Saved entries:
◇ ◇ ◇

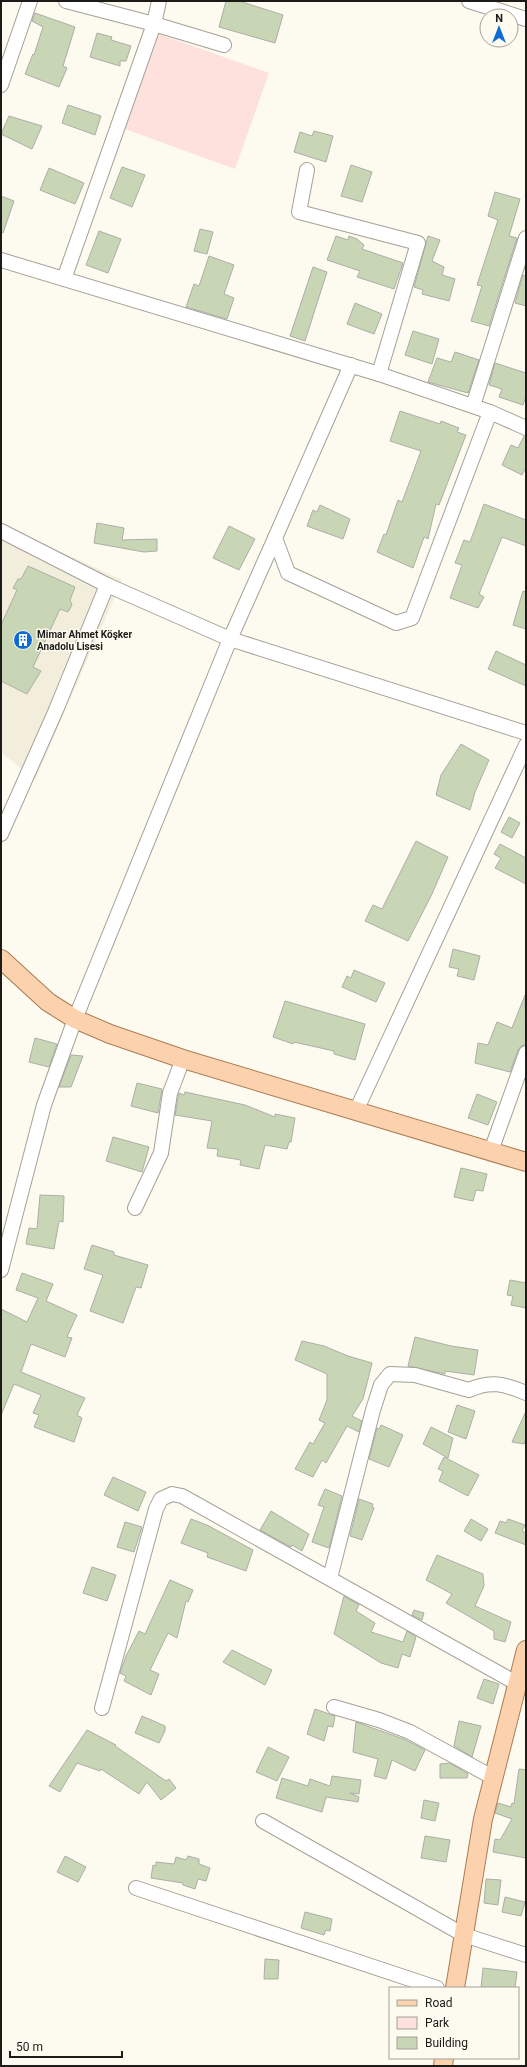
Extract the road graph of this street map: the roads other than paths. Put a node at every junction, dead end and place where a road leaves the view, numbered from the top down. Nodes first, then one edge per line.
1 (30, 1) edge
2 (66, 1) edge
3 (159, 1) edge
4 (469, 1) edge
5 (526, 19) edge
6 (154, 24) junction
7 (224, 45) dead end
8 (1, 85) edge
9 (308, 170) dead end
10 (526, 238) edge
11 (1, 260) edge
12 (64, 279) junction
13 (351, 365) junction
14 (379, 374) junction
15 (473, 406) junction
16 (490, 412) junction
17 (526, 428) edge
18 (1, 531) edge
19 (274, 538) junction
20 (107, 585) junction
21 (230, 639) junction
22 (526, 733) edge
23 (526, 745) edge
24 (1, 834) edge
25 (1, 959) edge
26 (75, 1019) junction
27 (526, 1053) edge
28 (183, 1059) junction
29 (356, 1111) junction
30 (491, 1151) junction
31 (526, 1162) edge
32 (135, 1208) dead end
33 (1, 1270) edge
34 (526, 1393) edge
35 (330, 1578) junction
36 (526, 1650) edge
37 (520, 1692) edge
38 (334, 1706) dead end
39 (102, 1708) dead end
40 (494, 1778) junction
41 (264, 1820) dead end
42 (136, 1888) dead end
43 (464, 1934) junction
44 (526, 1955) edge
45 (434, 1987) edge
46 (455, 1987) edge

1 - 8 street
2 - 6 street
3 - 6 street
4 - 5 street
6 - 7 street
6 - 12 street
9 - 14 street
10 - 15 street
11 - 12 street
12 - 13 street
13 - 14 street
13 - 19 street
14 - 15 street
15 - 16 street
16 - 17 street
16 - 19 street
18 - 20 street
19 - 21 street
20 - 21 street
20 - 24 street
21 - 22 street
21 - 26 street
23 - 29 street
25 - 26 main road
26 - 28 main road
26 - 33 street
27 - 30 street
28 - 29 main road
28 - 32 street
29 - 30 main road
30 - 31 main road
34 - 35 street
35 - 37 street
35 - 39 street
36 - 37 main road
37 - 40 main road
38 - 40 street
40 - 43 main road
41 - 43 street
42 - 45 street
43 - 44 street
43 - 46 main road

◇ ◇ ◇

**WHAT IS BEING ASKED**
For each line in the entries that contains the string "main", make a copy.

**OUTPUT BELOW**
25 - 26 main road
26 - 28 main road
28 - 29 main road
29 - 30 main road
30 - 31 main road
36 - 37 main road
37 - 40 main road
40 - 43 main road
43 - 46 main road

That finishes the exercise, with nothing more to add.